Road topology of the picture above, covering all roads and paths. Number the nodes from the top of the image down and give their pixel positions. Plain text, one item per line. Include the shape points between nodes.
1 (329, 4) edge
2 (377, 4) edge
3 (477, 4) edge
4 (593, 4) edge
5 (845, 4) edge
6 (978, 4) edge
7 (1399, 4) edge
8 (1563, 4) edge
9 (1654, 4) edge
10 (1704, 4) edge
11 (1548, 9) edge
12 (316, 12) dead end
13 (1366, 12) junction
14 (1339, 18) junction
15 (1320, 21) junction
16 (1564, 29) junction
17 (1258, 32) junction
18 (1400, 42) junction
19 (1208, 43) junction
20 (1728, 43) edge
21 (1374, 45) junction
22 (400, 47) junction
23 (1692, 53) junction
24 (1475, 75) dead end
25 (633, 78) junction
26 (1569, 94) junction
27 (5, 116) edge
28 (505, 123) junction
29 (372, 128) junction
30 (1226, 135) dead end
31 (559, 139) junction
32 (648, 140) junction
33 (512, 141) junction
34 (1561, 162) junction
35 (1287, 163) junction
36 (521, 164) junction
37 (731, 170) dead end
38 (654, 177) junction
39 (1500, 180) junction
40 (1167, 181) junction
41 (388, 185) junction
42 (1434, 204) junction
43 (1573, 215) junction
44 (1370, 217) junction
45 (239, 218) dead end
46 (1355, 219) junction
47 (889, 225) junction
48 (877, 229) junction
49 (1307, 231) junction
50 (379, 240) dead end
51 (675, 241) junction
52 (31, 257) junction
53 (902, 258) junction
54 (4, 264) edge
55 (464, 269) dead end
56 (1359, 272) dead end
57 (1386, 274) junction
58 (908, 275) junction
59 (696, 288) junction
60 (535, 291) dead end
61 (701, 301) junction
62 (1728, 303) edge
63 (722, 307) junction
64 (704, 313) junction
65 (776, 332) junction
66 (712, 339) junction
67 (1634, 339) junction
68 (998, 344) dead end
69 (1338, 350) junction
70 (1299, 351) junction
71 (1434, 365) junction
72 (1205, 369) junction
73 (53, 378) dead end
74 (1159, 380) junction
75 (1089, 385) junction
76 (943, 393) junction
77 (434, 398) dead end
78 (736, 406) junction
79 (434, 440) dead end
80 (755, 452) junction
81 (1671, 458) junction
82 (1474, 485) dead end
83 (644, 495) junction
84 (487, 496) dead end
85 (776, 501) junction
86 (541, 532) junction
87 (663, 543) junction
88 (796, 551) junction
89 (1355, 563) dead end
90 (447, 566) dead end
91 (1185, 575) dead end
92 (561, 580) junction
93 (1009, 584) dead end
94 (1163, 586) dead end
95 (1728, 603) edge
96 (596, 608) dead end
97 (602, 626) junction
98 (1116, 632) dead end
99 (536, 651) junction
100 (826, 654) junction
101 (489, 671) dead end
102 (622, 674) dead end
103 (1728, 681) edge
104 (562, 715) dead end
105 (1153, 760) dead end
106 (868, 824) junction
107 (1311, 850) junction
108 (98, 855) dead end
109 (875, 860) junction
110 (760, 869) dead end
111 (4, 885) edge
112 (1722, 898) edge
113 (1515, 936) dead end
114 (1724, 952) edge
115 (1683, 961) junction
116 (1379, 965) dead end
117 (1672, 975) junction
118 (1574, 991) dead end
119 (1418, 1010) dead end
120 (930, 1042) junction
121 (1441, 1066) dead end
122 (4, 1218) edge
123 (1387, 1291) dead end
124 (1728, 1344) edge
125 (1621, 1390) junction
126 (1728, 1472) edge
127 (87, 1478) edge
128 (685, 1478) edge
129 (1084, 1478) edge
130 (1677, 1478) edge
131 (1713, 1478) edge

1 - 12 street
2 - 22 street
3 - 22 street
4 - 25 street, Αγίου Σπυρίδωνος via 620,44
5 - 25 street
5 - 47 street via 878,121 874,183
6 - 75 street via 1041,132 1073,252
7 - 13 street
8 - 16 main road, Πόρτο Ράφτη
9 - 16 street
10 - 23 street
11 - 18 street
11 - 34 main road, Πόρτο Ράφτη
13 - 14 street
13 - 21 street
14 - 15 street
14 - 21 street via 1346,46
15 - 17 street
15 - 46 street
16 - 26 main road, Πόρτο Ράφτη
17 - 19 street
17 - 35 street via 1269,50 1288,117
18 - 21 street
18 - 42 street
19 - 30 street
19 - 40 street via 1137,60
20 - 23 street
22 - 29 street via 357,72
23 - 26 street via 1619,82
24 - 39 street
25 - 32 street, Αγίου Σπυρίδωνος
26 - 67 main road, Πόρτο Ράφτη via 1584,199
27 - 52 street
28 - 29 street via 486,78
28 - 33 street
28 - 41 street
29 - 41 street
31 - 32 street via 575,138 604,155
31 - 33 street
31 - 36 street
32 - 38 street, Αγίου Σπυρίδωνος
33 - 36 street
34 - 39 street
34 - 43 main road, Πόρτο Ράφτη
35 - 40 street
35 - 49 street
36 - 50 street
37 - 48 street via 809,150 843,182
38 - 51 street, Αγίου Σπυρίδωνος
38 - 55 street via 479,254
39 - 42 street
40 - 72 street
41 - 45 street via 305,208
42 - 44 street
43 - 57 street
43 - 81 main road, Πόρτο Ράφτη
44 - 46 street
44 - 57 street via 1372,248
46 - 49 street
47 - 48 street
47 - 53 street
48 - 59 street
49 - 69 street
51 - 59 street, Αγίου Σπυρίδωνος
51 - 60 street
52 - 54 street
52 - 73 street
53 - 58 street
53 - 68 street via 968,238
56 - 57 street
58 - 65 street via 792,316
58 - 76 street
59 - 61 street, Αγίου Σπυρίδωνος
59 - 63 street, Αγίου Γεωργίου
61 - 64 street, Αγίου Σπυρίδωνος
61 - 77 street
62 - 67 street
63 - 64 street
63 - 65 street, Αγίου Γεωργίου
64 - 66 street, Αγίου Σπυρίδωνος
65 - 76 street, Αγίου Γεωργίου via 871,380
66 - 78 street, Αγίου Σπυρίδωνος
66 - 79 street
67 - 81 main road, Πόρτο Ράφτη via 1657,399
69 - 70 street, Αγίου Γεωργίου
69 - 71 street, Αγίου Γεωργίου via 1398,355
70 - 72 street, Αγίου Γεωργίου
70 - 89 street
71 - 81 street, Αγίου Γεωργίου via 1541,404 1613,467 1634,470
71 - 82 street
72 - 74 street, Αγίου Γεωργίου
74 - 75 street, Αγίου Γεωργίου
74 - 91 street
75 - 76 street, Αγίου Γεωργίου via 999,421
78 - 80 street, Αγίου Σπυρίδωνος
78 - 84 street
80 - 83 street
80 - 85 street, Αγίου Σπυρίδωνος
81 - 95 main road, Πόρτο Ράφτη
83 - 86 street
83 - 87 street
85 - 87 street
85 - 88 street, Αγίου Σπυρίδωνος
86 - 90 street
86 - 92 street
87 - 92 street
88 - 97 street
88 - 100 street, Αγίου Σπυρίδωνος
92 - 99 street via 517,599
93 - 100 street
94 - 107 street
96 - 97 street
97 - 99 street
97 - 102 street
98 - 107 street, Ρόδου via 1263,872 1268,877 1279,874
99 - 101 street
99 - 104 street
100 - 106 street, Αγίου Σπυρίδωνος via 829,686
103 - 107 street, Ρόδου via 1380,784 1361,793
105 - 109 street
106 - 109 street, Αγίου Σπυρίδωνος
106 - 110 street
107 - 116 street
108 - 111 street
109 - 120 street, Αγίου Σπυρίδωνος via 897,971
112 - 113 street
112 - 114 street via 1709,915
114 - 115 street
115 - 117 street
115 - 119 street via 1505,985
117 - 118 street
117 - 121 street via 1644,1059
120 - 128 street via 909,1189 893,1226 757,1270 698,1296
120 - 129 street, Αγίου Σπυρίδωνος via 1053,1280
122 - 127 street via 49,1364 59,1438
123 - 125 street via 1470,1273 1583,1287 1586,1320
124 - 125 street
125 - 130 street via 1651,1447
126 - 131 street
####
*Task statement*
Go through the material and copy each line that contains "main".

*Task result*
8 - 16 main road, Πόρτο Ράφτη
11 - 34 main road, Πόρτο Ράφτη
16 - 26 main road, Πόρτο Ράφτη
26 - 67 main road, Πόρτο Ράφτη via 1584,199
34 - 43 main road, Πόρτο Ράφτη
43 - 81 main road, Πόρτο Ράφτη
67 - 81 main road, Πόρτο Ράφτη via 1657,399
81 - 95 main road, Πόρτο Ράφτη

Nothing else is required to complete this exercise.